Groupings vary widely in formality and cohesion:
- Regional groupings such as the African Group, the Asia-Pacific Group, the Group of Latin American and Caribbean States (GRULAC), the Eastern European Group, and the Western European and Others Group (WEOG) structure UN electoral slates and rotational seats on bodies like the Security Council and Human Rights Council.
- Political and economic groupings include the Group of 77 (G77), founded in 1964 by 77 developing countries at UNCTAD, which now has 134 members and coordinates on development and economic issues; the Non-Aligned Movement (NAM), established in Belgrade in 1961; and the BRICS bloc.

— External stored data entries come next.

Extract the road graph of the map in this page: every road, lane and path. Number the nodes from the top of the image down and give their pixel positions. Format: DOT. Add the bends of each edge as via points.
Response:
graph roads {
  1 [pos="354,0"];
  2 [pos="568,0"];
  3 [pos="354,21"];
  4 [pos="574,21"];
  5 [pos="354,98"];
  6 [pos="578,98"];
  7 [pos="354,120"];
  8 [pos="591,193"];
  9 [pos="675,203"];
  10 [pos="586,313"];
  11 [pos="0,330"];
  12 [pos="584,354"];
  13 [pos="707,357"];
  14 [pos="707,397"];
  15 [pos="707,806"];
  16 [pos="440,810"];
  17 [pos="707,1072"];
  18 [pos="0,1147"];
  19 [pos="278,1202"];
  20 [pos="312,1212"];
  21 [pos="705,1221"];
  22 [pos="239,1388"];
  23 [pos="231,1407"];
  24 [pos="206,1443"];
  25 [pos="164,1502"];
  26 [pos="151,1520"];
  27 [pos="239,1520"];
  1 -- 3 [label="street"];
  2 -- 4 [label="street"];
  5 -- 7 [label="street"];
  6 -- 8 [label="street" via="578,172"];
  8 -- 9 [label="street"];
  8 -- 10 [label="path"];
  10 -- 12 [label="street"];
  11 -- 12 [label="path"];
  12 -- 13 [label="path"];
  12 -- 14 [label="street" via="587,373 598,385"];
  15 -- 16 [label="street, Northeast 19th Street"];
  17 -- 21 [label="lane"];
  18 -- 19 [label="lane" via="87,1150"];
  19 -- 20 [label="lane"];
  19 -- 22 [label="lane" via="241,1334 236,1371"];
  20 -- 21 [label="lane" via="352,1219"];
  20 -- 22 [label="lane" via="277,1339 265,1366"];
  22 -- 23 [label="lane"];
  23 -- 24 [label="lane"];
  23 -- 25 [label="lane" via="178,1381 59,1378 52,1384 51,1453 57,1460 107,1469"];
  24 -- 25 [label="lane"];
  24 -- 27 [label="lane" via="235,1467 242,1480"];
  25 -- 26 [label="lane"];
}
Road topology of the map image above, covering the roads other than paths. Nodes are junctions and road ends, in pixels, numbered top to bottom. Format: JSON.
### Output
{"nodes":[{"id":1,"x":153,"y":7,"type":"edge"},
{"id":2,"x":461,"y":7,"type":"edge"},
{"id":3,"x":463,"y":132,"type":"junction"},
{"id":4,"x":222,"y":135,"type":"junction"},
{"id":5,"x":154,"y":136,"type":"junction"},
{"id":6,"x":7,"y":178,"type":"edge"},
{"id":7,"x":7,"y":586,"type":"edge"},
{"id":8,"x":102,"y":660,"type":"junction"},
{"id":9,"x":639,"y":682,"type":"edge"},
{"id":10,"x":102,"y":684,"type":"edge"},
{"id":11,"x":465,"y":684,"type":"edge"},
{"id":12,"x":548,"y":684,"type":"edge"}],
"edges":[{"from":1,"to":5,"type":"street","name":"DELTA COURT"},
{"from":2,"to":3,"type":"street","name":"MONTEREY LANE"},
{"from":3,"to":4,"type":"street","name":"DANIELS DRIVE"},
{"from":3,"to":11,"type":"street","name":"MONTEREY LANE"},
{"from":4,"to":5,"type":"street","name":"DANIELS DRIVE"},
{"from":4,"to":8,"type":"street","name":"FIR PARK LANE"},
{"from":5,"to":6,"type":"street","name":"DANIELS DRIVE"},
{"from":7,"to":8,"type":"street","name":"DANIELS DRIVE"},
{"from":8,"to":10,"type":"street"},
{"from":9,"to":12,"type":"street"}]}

- Issue-based groupings form around specific negotiations. In UN climate talks, the Alliance of Small Island States (AOSIS), the Least Developed Countries (LDC) group, the Umbrella Group, and the Like-Minded Developing Countries each advance distinct positions. In the WTO, the Cairns Group coordinates agricultural exporters' interests.
- Cross-regional groupings like the OECD or the Commonwealth cut across geography to reflect shared political, economic, or historical ties.
For Model UN delegates, understanding groupings is essential: bloc dynamics often determine which amendments survive, which draft resolutions reach the floor, and which candidates win contested elections. Groupings rarely vote as monolithic blocs on every issue — members retain sovereignty and may break ranks — but they shape the opening positions and negotiating architecture of most multilateral processes. Recognizing which groupings a state belongs to, and where those memberships overlap or conflict, is a core analytical skill in diplomatic practice.
Example
During COP28 in Dubai in 2023, the AOSIS grouping pushed for stronger fossil fuel phase-out language, while the Arab Group resisted, illustrating how issue-based and regional groupings clash within the same negotiation.
Frequently asked questions
Not quite. Groupings are coordination structures; voting blocs describe actual aligned voting behavior. A grouping may caucus together but still split on a vote when national interests diverge.